◆ **EXERCISE BRIEF**: How many lines in the data hold the string "Dudley"? State the number alone.

◆ **STORED DATA**:

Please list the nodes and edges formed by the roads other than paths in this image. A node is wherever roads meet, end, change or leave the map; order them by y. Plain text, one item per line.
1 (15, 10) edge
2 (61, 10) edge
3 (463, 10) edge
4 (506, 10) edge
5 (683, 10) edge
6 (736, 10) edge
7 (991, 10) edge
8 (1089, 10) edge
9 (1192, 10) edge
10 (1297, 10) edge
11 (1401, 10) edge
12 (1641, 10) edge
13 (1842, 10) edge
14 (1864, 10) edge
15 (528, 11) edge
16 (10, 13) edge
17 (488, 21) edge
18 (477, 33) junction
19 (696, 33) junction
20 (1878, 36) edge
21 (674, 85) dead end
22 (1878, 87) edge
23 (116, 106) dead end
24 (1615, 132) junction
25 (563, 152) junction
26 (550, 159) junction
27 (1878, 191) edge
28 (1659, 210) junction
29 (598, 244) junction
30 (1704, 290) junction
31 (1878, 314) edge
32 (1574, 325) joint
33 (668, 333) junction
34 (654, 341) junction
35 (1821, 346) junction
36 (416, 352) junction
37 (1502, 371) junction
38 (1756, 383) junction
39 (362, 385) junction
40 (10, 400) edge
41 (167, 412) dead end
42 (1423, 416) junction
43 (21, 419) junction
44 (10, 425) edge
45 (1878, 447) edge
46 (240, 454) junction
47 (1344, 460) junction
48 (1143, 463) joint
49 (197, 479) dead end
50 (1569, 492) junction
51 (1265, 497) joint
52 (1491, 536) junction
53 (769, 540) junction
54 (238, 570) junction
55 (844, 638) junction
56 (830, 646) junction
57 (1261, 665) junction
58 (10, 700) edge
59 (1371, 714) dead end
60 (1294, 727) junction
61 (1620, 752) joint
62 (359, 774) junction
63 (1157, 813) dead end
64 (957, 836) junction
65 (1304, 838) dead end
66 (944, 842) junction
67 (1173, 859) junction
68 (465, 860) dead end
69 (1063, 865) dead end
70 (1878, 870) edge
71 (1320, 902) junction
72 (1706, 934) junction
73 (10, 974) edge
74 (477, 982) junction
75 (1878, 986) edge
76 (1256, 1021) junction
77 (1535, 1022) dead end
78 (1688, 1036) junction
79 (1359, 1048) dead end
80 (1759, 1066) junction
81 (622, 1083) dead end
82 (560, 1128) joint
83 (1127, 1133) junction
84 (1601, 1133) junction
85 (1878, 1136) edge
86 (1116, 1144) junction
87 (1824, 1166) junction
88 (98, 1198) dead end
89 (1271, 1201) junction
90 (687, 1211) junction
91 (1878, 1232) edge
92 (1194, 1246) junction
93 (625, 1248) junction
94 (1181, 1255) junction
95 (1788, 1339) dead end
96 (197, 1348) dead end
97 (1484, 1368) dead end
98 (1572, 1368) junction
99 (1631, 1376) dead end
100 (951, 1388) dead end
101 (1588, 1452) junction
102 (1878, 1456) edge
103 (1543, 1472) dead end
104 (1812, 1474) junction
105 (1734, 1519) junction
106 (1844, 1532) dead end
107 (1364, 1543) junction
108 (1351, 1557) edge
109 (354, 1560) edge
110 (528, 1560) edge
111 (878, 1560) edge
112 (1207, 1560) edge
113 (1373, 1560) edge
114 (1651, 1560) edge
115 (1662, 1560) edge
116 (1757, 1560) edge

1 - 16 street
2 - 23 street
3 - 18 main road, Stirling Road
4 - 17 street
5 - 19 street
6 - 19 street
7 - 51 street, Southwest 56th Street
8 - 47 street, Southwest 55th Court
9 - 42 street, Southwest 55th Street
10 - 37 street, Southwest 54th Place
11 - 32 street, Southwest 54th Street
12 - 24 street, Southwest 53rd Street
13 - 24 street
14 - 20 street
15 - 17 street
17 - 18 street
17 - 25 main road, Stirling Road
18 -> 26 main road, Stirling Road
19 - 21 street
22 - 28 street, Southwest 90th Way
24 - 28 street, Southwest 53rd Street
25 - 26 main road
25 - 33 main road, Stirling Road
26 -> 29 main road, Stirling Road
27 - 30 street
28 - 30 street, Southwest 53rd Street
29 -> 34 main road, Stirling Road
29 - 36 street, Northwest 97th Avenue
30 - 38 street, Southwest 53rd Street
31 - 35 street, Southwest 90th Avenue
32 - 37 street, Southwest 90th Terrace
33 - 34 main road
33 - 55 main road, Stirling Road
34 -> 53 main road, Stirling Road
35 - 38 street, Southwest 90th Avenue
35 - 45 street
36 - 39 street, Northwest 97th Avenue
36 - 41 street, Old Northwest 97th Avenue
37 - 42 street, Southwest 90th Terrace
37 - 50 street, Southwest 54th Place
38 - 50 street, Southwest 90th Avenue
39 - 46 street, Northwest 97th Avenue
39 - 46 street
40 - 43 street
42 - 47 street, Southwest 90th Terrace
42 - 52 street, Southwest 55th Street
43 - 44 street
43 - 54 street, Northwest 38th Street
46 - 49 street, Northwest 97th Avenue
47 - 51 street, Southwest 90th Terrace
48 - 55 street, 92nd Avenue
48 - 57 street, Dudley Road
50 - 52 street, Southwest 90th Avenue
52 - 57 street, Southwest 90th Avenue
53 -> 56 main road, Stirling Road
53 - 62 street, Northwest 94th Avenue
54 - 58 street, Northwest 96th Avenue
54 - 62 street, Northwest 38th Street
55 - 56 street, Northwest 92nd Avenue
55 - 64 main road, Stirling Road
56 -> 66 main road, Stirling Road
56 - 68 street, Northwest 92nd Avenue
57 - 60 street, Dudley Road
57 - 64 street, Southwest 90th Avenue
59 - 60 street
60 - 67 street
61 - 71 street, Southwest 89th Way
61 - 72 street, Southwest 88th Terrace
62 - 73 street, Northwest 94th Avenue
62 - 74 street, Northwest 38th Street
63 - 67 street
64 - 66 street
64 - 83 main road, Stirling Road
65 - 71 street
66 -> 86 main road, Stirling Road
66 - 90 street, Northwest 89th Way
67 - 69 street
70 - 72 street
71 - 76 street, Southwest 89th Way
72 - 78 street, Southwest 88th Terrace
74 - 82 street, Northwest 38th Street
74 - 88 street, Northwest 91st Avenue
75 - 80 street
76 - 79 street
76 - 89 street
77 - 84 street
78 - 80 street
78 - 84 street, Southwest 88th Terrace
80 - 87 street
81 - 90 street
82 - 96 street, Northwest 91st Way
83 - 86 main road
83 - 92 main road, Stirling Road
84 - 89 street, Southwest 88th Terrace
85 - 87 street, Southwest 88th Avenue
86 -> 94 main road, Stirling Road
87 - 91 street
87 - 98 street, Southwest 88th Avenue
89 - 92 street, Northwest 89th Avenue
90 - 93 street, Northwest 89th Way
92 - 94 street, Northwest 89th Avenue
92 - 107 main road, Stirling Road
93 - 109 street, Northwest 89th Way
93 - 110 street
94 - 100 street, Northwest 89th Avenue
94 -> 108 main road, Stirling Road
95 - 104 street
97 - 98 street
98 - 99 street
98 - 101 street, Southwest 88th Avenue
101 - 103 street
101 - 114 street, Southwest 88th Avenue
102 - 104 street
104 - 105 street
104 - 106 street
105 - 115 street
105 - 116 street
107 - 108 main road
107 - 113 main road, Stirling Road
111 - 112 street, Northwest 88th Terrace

◆ **ANSWER TO THE EXERCISE**: 2